Dataset entries
★ ★ ★ ★

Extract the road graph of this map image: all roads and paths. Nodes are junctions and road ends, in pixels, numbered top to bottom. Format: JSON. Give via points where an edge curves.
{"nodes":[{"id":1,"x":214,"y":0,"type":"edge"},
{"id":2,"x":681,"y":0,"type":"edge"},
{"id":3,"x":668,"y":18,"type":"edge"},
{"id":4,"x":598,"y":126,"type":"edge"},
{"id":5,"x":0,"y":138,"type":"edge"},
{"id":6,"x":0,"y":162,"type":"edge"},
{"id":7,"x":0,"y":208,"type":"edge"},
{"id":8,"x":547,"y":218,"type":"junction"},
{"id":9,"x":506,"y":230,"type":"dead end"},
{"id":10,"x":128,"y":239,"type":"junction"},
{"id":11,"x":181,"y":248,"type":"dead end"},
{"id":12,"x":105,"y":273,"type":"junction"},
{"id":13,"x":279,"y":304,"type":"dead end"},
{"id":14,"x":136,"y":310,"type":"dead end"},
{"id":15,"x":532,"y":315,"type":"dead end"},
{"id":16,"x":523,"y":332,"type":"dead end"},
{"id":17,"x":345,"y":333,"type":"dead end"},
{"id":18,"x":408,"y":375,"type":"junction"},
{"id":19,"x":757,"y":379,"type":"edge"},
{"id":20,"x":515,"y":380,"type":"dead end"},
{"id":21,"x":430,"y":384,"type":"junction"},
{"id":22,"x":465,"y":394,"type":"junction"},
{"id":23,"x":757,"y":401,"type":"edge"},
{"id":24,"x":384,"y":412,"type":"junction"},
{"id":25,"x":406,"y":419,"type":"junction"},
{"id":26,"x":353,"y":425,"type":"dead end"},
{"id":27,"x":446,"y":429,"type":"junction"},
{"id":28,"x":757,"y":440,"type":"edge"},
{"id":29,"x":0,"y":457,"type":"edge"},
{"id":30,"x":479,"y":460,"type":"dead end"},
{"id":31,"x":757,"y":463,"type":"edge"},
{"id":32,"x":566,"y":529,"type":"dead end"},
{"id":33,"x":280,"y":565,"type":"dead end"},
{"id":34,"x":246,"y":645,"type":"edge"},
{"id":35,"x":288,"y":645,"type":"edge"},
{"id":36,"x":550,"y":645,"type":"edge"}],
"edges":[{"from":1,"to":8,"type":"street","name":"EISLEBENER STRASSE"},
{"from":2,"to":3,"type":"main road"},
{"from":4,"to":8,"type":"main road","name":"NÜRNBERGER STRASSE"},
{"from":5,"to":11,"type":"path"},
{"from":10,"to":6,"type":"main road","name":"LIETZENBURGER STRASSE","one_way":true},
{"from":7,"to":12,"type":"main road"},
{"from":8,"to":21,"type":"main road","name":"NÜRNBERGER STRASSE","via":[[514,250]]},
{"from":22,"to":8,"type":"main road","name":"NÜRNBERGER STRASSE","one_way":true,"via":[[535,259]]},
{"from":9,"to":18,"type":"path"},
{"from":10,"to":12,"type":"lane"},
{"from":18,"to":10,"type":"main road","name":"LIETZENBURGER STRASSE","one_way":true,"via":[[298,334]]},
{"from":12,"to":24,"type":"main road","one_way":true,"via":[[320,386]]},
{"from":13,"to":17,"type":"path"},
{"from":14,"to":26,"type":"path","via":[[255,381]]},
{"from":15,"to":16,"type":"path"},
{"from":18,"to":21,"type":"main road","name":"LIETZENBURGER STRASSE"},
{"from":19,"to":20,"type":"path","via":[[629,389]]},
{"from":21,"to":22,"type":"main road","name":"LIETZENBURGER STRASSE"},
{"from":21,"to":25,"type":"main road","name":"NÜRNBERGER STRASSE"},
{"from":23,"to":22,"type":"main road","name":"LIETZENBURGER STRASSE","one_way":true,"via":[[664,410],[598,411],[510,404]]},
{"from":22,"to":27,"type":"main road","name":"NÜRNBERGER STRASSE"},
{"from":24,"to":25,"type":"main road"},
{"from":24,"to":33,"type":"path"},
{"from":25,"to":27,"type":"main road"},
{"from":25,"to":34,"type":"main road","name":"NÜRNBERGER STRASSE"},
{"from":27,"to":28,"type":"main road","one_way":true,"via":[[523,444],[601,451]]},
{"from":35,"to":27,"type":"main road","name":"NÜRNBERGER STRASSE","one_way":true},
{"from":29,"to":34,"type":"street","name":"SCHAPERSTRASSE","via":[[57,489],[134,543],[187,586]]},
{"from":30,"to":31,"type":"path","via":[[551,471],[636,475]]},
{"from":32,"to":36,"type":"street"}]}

★ ★ ★ ★

Exercise aim ▸ Output every line above without altering anything.

Response area ▸
Extract the road graph of this map image: all roads and paths. Nodes are junctions and road ends, in pixels, numbered top to bottom. Format: JSON. Give via points where an edge curves.
{"nodes":[{"id":1,"x":214,"y":0,"type":"edge"},
{"id":2,"x":681,"y":0,"type":"edge"},
{"id":3,"x":668,"y":18,"type":"edge"},
{"id":4,"x":598,"y":126,"type":"edge"},
{"id":5,"x":0,"y":138,"type":"edge"},
{"id":6,"x":0,"y":162,"type":"edge"},
{"id":7,"x":0,"y":208,"type":"edge"},
{"id":8,"x":547,"y":218,"type":"junction"},
{"id":9,"x":506,"y":230,"type":"dead end"},
{"id":10,"x":128,"y":239,"type":"junction"},
{"id":11,"x":181,"y":248,"type":"dead end"},
{"id":12,"x":105,"y":273,"type":"junction"},
{"id":13,"x":279,"y":304,"type":"dead end"},
{"id":14,"x":136,"y":310,"type":"dead end"},
{"id":15,"x":532,"y":315,"type":"dead end"},
{"id":16,"x":523,"y":332,"type":"dead end"},
{"id":17,"x":345,"y":333,"type":"dead end"},
{"id":18,"x":408,"y":375,"type":"junction"},
{"id":19,"x":757,"y":379,"type":"edge"},
{"id":20,"x":515,"y":380,"type":"dead end"},
{"id":21,"x":430,"y":384,"type":"junction"},
{"id":22,"x":465,"y":394,"type":"junction"},
{"id":23,"x":757,"y":401,"type":"edge"},
{"id":24,"x":384,"y":412,"type":"junction"},
{"id":25,"x":406,"y":419,"type":"junction"},
{"id":26,"x":353,"y":425,"type":"dead end"},
{"id":27,"x":446,"y":429,"type":"junction"},
{"id":28,"x":757,"y":440,"type":"edge"},
{"id":29,"x":0,"y":457,"type":"edge"},
{"id":30,"x":479,"y":460,"type":"dead end"},
{"id":31,"x":757,"y":463,"type":"edge"},
{"id":32,"x":566,"y":529,"type":"dead end"},
{"id":33,"x":280,"y":565,"type":"dead end"},
{"id":34,"x":246,"y":645,"type":"edge"},
{"id":35,"x":288,"y":645,"type":"edge"},
{"id":36,"x":550,"y":645,"type":"edge"}],
"edges":[{"from":1,"to":8,"type":"street","name":"EISLEBENER STRASSE"},
{"from":2,"to":3,"type":"main road"},
{"from":4,"to":8,"type":"main road","name":"NÜRNBERGER STRASSE"},
{"from":5,"to":11,"type":"path"},
{"from":10,"to":6,"type":"main road","name":"LIETZENBURGER STRASSE","one_way":true},
{"from":7,"to":12,"type":"main road"},
{"from":8,"to":21,"type":"main road","name":"NÜRNBERGER STRASSE","via":[[514,250]]},
{"from":22,"to":8,"type":"main road","name":"NÜRNBERGER STRASSE","one_way":true,"via":[[535,259]]},
{"from":9,"to":18,"type":"path"},
{"from":10,"to":12,"type":"lane"},
{"from":18,"to":10,"type":"main road","name":"LIETZENBURGER STRASSE","one_way":true,"via":[[298,334]]},
{"from":12,"to":24,"type":"main road","one_way":true,"via":[[320,386]]},
{"from":13,"to":17,"type":"path"},
{"from":14,"to":26,"type":"path","via":[[255,381]]},
{"from":15,"to":16,"type":"path"},
{"from":18,"to":21,"type":"main road","name":"LIETZENBURGER STRASSE"},
{"from":19,"to":20,"type":"path","via":[[629,389]]},
{"from":21,"to":22,"type":"main road","name":"LIETZENBURGER STRASSE"},
{"from":21,"to":25,"type":"main road","name":"NÜRNBERGER STRASSE"},
{"from":23,"to":22,"type":"main road","name":"LIETZENBURGER STRASSE","one_way":true,"via":[[664,410],[598,411],[510,404]]},
{"from":22,"to":27,"type":"main road","name":"NÜRNBERGER STRASSE"},
{"from":24,"to":25,"type":"main road"},
{"from":24,"to":33,"type":"path"},
{"from":25,"to":27,"type":"main road"},
{"from":25,"to":34,"type":"main road","name":"NÜRNBERGER STRASSE"},
{"from":27,"to":28,"type":"main road","one_way":true,"via":[[523,444],[601,451]]},
{"from":35,"to":27,"type":"main road","name":"NÜRNBERGER STRASSE","one_way":true},
{"from":29,"to":34,"type":"street","name":"SCHAPERSTRASSE","via":[[57,489],[134,543],[187,586]]},
{"from":30,"to":31,"type":"path","via":[[551,471],[636,475]]},
{"from":32,"to":36,"type":"street"}]}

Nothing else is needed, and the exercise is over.